[Stored data]
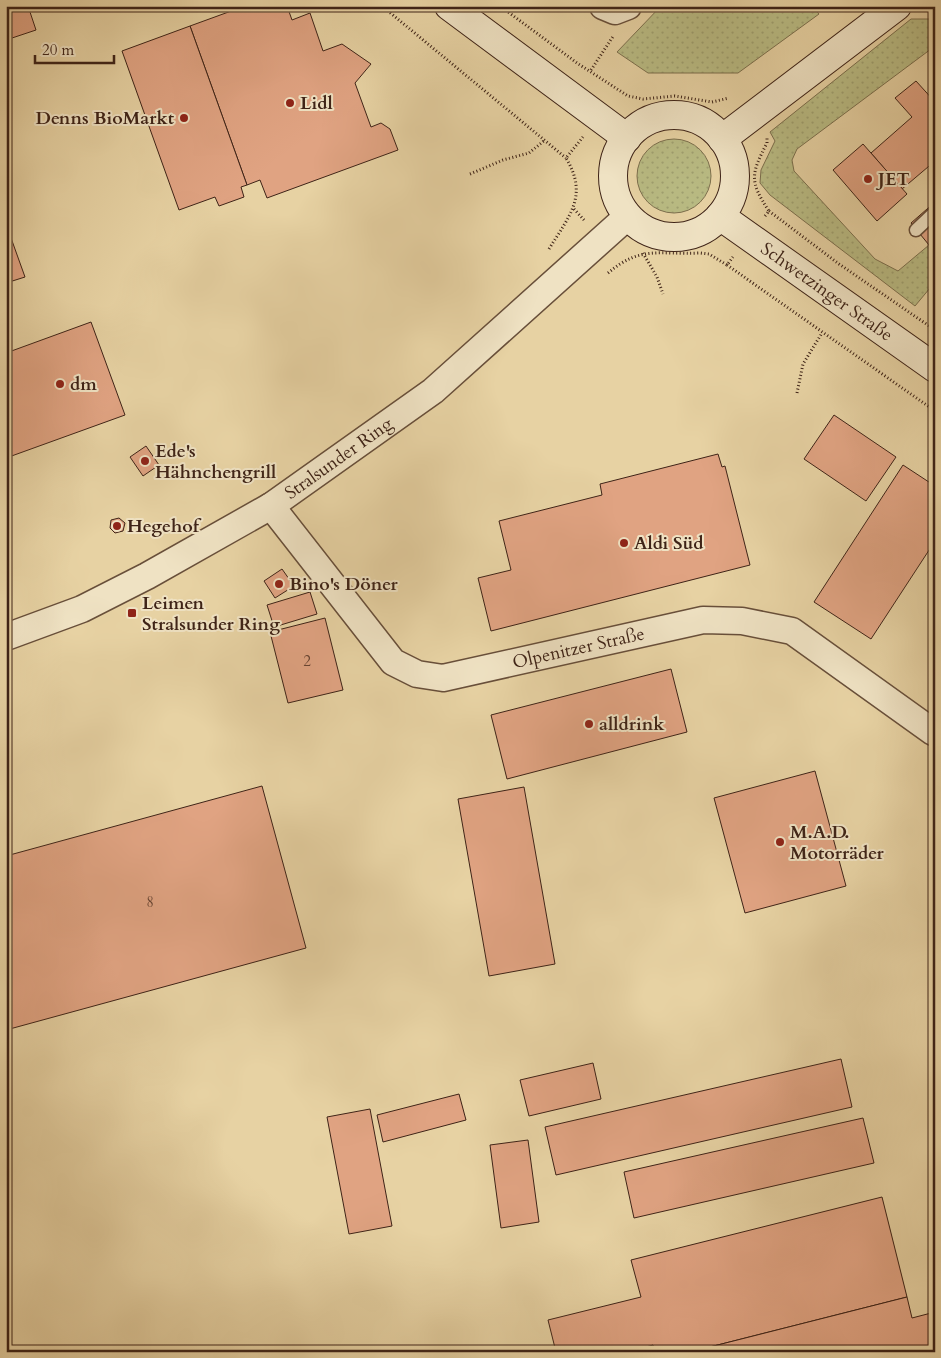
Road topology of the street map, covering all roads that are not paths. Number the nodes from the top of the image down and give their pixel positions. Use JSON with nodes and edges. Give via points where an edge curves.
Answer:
{"nodes":[{"id":1,"x":449,"y":6,"type":"edge"},
{"id":2,"x":896,"y":6,"type":"edge"},
{"id":3,"x":626,"y":138,"type":"junction"},
{"id":4,"x":722,"y":138,"type":"junction"},
{"id":5,"x":935,"y":212,"type":"edge"},
{"id":6,"x":628,"y":216,"type":"junction"},
{"id":7,"x":720,"y":216,"type":"junction"},
{"id":8,"x":916,"y":230,"type":"dead end"},
{"id":9,"x":935,"y":368,"type":"edge"},
{"id":10,"x":271,"y":506,"type":"junction"},
{"id":11,"x":6,"y":637,"type":"edge"},
{"id":12,"x":933,"y":732,"type":"dead end"}],
"edges":[{"from":1,"to":3,"type":"main road"},
{"from":2,"to":4,"type":"main road"},
{"from":3,"to":4,"type":"main road","via":[[647,121],[670,115],[704,123]]},
{"from":3,"to":6,"type":"main road","via":[[617,156],[614,180],[620,203]]},
{"from":4,"to":7,"type":"main road","via":[[733,160],[735,177],[732,195]]},
{"from":5,"to":8,"type":"lane"},
{"from":6,"to":7,"type":"main road","via":[[655,233],[679,236],[702,230]]},
{"from":6,"to":10,"type":"street","name":"Stralsunder Ring","via":[[433,391]]},
{"from":7,"to":9,"type":"main road","name":"Schwetzinger Straße"},
{"from":10,"to":11,"type":"street","name":"Stralsunder Ring","via":[[82,610]]},
{"from":10,"to":12,"type":"street","name":"Olpenitzer Straße","via":[[393,662],[417,674],[444,678],[703,620],[742,620],[792,631]]}]}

** PROBLEM REQUIREMENTS **
From the entries above, work out how many lines include "junction"; the number is the only answer wanted.

** FINAL ANSWER **
5